── Material to process
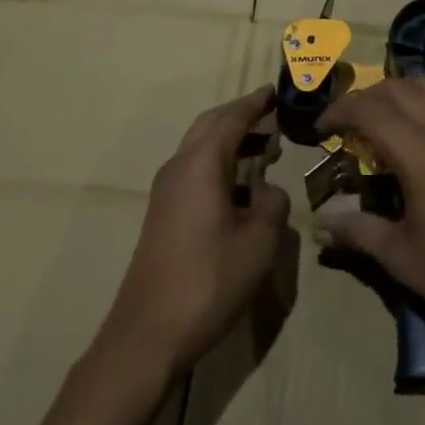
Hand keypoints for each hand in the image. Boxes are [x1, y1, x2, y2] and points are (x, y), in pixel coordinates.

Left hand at [95, 85, 291, 379]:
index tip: (275, 91)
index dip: (256, 103)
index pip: (232, 118)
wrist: (148, 334)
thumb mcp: (258, 242)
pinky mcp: (163, 213)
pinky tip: (243, 187)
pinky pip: (195, 170)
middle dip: (241, 115)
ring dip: (231, 140)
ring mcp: (166, 191)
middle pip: (211, 125)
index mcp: (202, 164)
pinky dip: (220, 163)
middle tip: (272, 114)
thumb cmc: (209, 280)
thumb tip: (268, 190)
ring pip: (201, 147)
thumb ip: (272, 205)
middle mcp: (180, 167)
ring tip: (265, 148)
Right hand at [313, 76, 424, 384]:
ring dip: (398, 94)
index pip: (369, 109)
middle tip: (347, 126)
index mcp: (420, 153)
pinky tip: (422, 138)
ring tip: (382, 124)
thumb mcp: (403, 258)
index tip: (321, 129)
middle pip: (397, 88)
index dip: (339, 111)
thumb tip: (323, 221)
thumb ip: (359, 231)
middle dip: (365, 98)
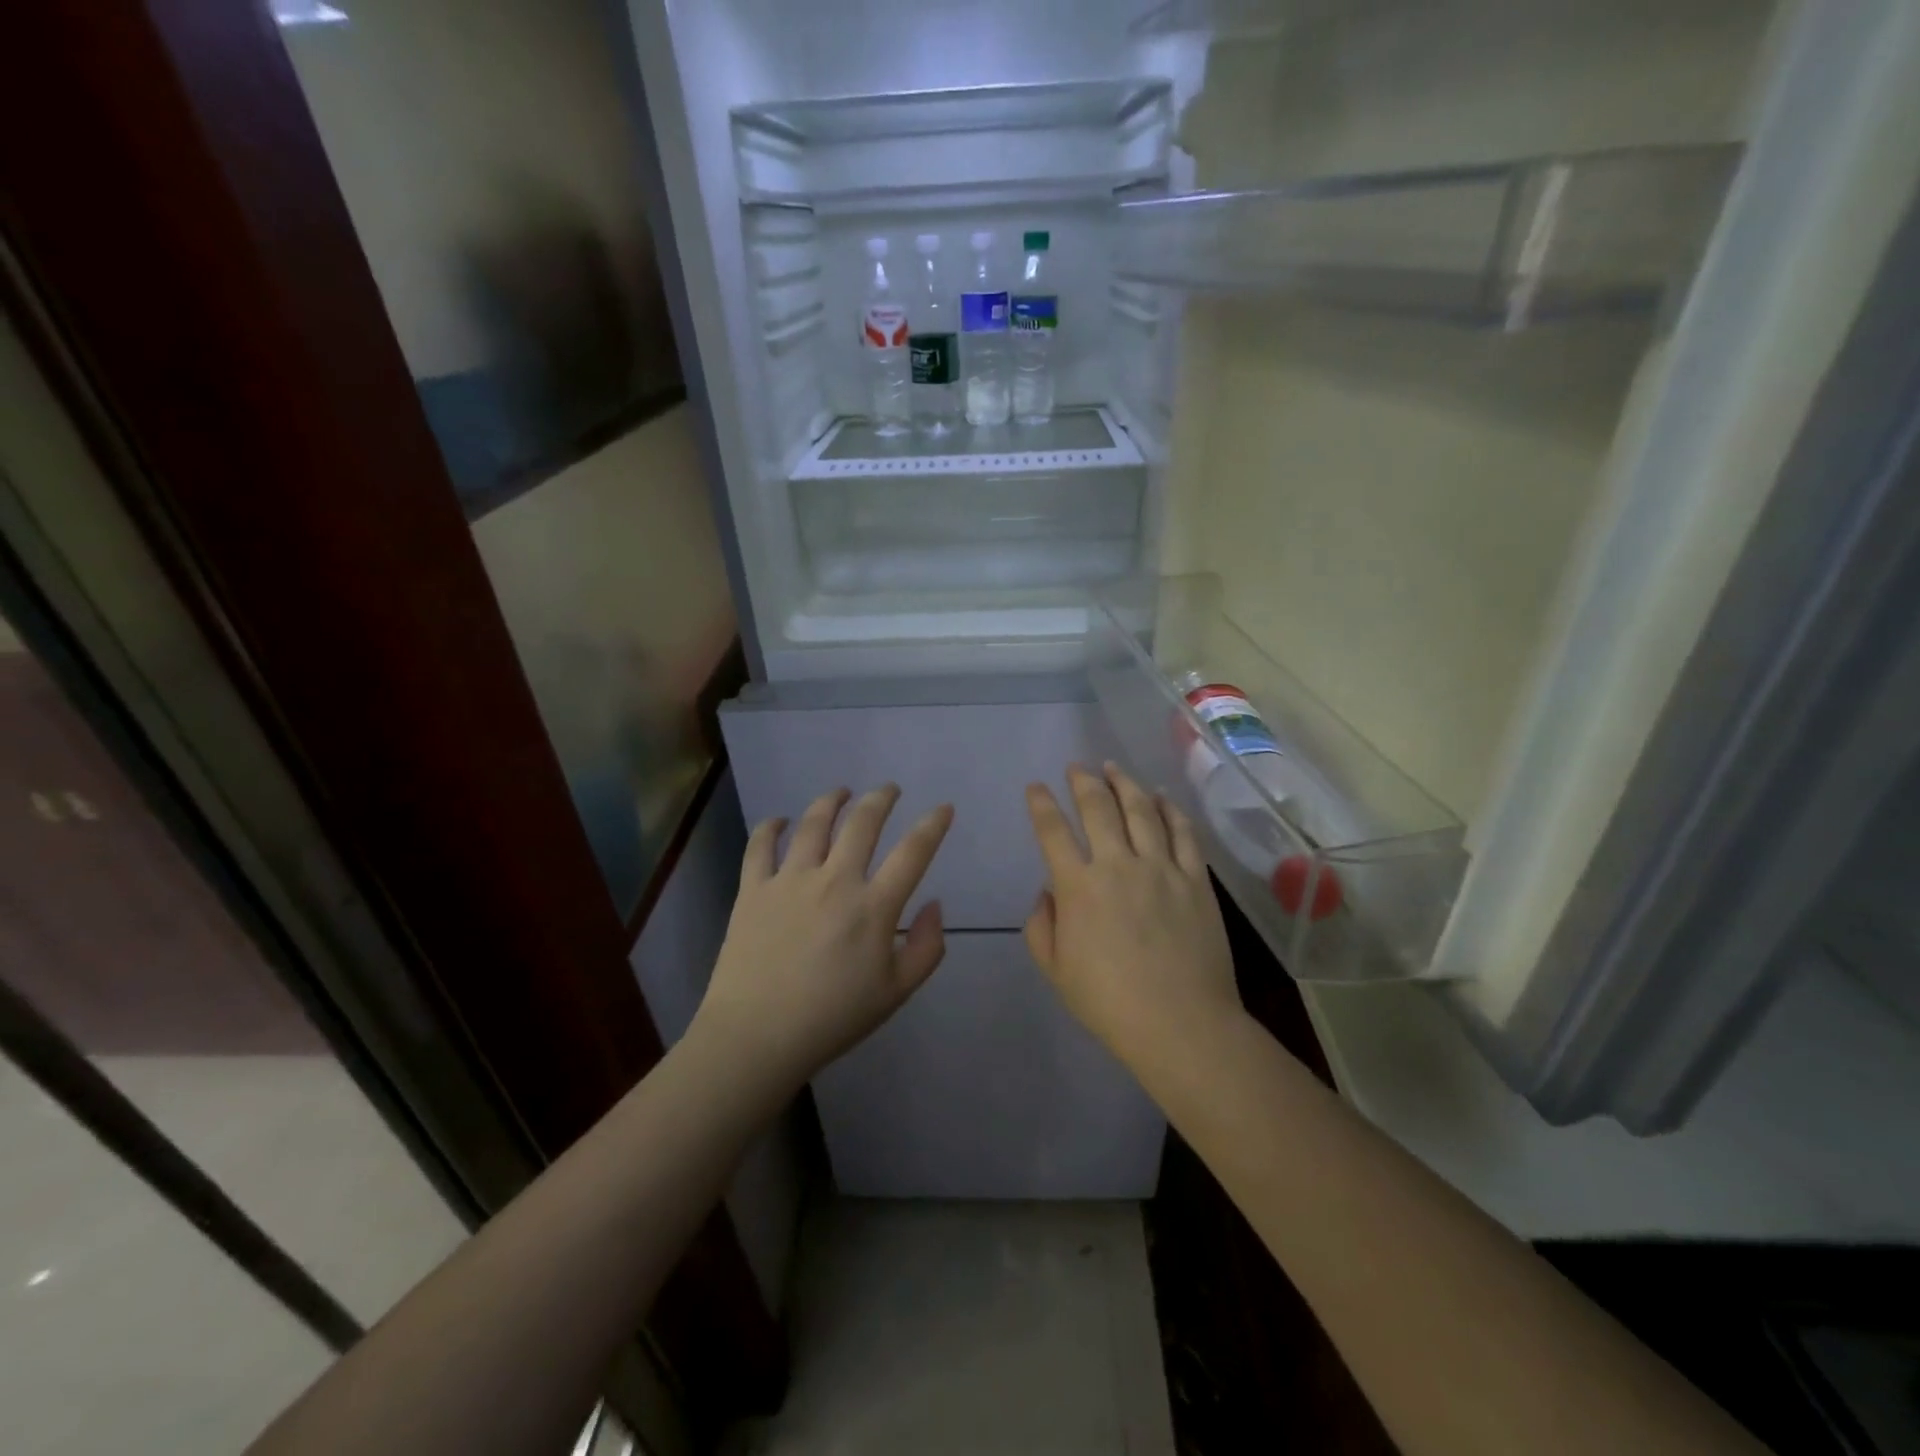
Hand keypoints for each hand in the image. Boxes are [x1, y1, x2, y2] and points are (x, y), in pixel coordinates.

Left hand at [689, 784, 953, 1097]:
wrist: (756, 1037)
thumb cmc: (833, 1019)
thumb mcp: (896, 993)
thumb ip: (927, 948)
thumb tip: (934, 905)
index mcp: (874, 907)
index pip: (913, 852)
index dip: (933, 825)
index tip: (943, 808)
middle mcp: (835, 880)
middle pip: (863, 822)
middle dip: (881, 799)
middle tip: (889, 790)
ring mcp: (790, 880)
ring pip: (814, 823)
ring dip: (832, 801)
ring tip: (841, 793)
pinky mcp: (754, 889)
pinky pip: (761, 845)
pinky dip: (771, 827)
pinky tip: (780, 821)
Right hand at [1025, 762, 1241, 1065]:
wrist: (1181, 1024)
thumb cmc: (1110, 1003)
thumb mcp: (1056, 971)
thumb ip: (1042, 926)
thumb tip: (1048, 892)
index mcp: (1078, 887)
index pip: (1052, 831)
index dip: (1040, 804)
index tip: (1035, 787)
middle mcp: (1117, 865)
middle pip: (1098, 808)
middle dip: (1083, 782)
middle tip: (1076, 768)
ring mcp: (1160, 867)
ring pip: (1140, 809)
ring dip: (1124, 783)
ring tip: (1113, 768)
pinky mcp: (1195, 878)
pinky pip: (1183, 832)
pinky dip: (1171, 809)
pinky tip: (1163, 796)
────
> _Exercise objective_
When copying from the data above, print only the lines from the line containing "index tip: (321, 129)" to the line containing "pinky mcp: (1195, 878)", exactly, and leave the pictures out.

> _Answer space_
index tip: (321, 129)
middle pip: (397, 88)
index dip: (339, 111)
thumb tip: (323, 221)
thumb ip: (359, 231)
middle dip: (365, 98)
Hand keypoints for each hand in the image. Boxes are [x1, y1, x2, y2] and points are (x, y), in pixel coordinates.

Left hand at [689, 784, 953, 1097]:
wrist: (756, 1037)
thumb cmc: (833, 1019)
thumb mcp: (896, 993)
thumb ip: (927, 948)
thumb tip: (934, 905)
index mcp: (874, 907)
index pip: (913, 852)
index dip: (933, 825)
index tip: (943, 808)
middle mcp: (835, 880)
middle pip: (863, 822)
middle dip: (881, 799)
middle tip: (889, 790)
ring mcp: (790, 880)
ring pip: (814, 823)
ring dip: (832, 801)
ring tip: (841, 793)
pinky mcp: (754, 889)
pinky pip: (761, 845)
pinky dip: (771, 827)
pinky tip: (780, 821)
Right hand at [1025, 762, 1241, 1065]:
wrist: (1181, 1024)
thumb cmc: (1110, 1003)
thumb mcp: (1056, 971)
thumb ip: (1042, 926)
thumb tip: (1048, 892)
index mcp: (1078, 887)
index pip: (1052, 831)
index dip: (1040, 804)
index tip: (1035, 787)
middle mcp: (1117, 865)
middle pip: (1098, 808)
middle dip: (1083, 782)
middle tip: (1076, 768)
ring mcp: (1160, 867)
ring pip: (1140, 809)
ring dip: (1124, 783)
ring tip: (1113, 768)
pinky mcp: (1195, 878)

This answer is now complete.